What is being asked: Could you retype every line below exactly, omitting the images?

Supplied records:

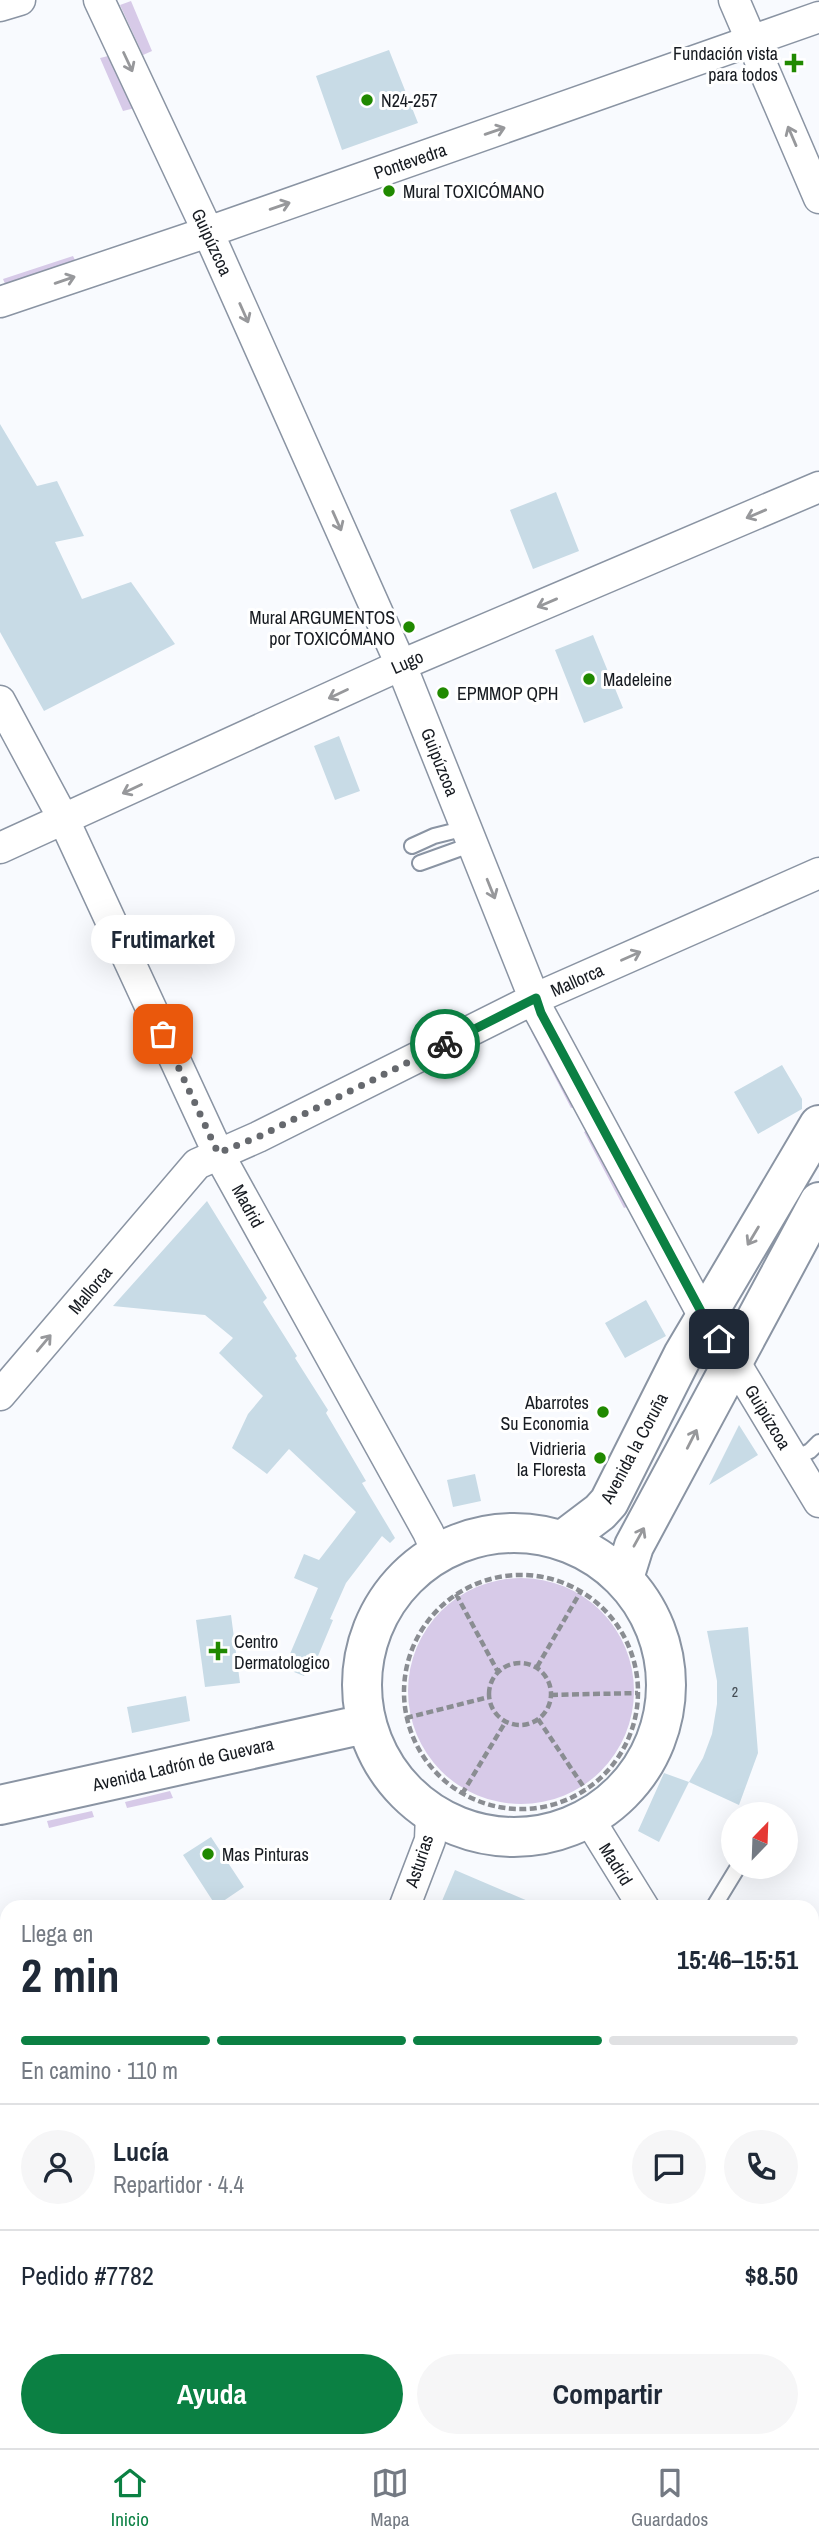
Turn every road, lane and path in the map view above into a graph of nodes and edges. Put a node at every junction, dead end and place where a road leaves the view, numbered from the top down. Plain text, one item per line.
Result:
1 (20, 0) edge
2 (99, 0) edge
3 (734, 0) edge
4 (0, 6) edge
5 (819, 17) edge
6 (752, 41) junction
7 (819, 198) edge
8 (208, 232) junction
9 (0, 302) edge
10 (819, 487) edge
11 (401, 665) junction
12 (0, 701) edge
13 (64, 820) junction
14 (470, 836) junction
15 (412, 846) dead end
16 (0, 848) edge
17 (420, 863) dead end
18 (819, 873) edge
19 (536, 998) junction
20 (819, 1125) edge
21 (218, 1153) junction
22 (815, 1215) edge
23 (704, 1317) junction
24 (734, 1361) junction
25 (0, 1395) edge
26 (819, 1442) edge
27 (793, 1459) junction
28 (819, 1502) edge
29 (563, 1540) junction
30 (437, 1552) junction
31 (624, 1578) junction
32 (581, 1591) junction
33 (456, 1594) junction
34 (537, 1667) junction
35 (498, 1672) junction
36 (638, 1693) junction
37 (551, 1695) junction
38 (489, 1697) junction
39 (406, 1718) junction
40 (538, 1719) junction
41 (506, 1721) junction
42 (365, 1724) junction
43 (447, 1804) junction
44 (0, 1805) edge
45 (587, 1805) junction
46 (730, 1880) edge
47 (407, 1900) edge
48 (639, 1900) edge
49 (718, 1900) edge

1 - 4 street
2 -> 8 street, Guipúzcoa
3 - 6 street
5 - 6 street, Pontevedra
7 -> 6 street
8 -> 6 street, Pontevedra
9 -> 8 street, Pontevedra
8 -> 11 street, Guipúzcoa
10 -> 11 street, Lugo
11 -> 13 street, Lugo
11 - 14 street, Guipúzcoa
12 - 13 street, Madrid
13 - 16 street, Lugo
13 - 21 street, Madrid
14 - 15 lane
14 - 17 lane
14 -> 19 street, Guipúzcoa
19 -> 18 street, Mallorca
19 - 21 street, Mallorca
19 - 23 street, Guipúzcoa
20 -> 23 main road, Avenida la Coruña
25 -> 21 street, Mallorca
21 - 30 street, Madrid
22 - 24 main road
23 - 24 street, Guipúzcoa
23 - 29 main road, Avenida la Coruña
24 - 27 street, Guipúzcoa
31 -> 24 main road
26 - 27 lane
27 - 28 street, Guipúzcoa
29 - 30 main road
29 - 31 main road
30 - 42 main road
31 - 45 main road
32 - 33 path
32 - 34 path
32 - 36 path
33 - 35 path
33 - 39 path
34 - 35 path
34 - 37 path
35 - 38 path
36 - 37 path
36 - 45 path
37 - 40 path
38 - 39 path
38 - 41 path
39 - 43 path
40 - 41 path
40 - 45 path
41 - 43 path
42 - 43 main road
42 - 44 main road, Avenida Ladrón de Guevara
43 - 45 path
43 - 45 main road
43 - 47 street, Asturias
45 - 48 street, Madrid
46 - 49 lane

Answer for this exercise:
Turn every road, lane and path in the map view above into a graph of nodes and edges. Put a node at every junction, dead end and place where a road leaves the view, numbered from the top down. Plain text, one item per line.
Result:
1 (20, 0) edge
2 (99, 0) edge
3 (734, 0) edge
4 (0, 6) edge
5 (819, 17) edge
6 (752, 41) junction
7 (819, 198) edge
8 (208, 232) junction
9 (0, 302) edge
10 (819, 487) edge
11 (401, 665) junction
12 (0, 701) edge
13 (64, 820) junction
14 (470, 836) junction
15 (412, 846) dead end
16 (0, 848) edge
17 (420, 863) dead end
18 (819, 873) edge
19 (536, 998) junction
20 (819, 1125) edge
21 (218, 1153) junction
22 (815, 1215) edge
23 (704, 1317) junction
24 (734, 1361) junction
25 (0, 1395) edge
26 (819, 1442) edge
27 (793, 1459) junction
28 (819, 1502) edge
29 (563, 1540) junction
30 (437, 1552) junction
31 (624, 1578) junction
32 (581, 1591) junction
33 (456, 1594) junction
34 (537, 1667) junction
35 (498, 1672) junction
36 (638, 1693) junction
37 (551, 1695) junction
38 (489, 1697) junction
39 (406, 1718) junction
40 (538, 1719) junction
41 (506, 1721) junction
42 (365, 1724) junction
43 (447, 1804) junction
44 (0, 1805) edge
45 (587, 1805) junction
46 (730, 1880) edge
47 (407, 1900) edge
48 (639, 1900) edge
49 (718, 1900) edge

1 - 4 street
2 -> 8 street, Guipúzcoa
3 - 6 street
5 - 6 street, Pontevedra
7 -> 6 street
8 -> 6 street, Pontevedra
9 -> 8 street, Pontevedra
8 -> 11 street, Guipúzcoa
10 -> 11 street, Lugo
11 -> 13 street, Lugo
11 - 14 street, Guipúzcoa
12 - 13 street, Madrid
13 - 16 street, Lugo
13 - 21 street, Madrid
14 - 15 lane
14 - 17 lane
14 -> 19 street, Guipúzcoa
19 -> 18 street, Mallorca
19 - 21 street, Mallorca
19 - 23 street, Guipúzcoa
20 -> 23 main road, Avenida la Coruña
25 -> 21 street, Mallorca
21 - 30 street, Madrid
22 - 24 main road
23 - 24 street, Guipúzcoa
23 - 29 main road, Avenida la Coruña
24 - 27 street, Guipúzcoa
31 -> 24 main road
26 - 27 lane
27 - 28 street, Guipúzcoa
29 - 30 main road
29 - 31 main road
30 - 42 main road
31 - 45 main road
32 - 33 path
32 - 34 path
32 - 36 path
33 - 35 path
33 - 39 path
34 - 35 path
34 - 37 path
35 - 38 path
36 - 37 path
36 - 45 path
37 - 40 path
38 - 39 path
38 - 41 path
39 - 43 path
40 - 41 path
40 - 45 path
41 - 43 path
42 - 43 main road
42 - 44 main road, Avenida Ladrón de Guevara
43 - 45 path
43 - 45 main road
43 - 47 street, Asturias
45 - 48 street, Madrid
46 - 49 lane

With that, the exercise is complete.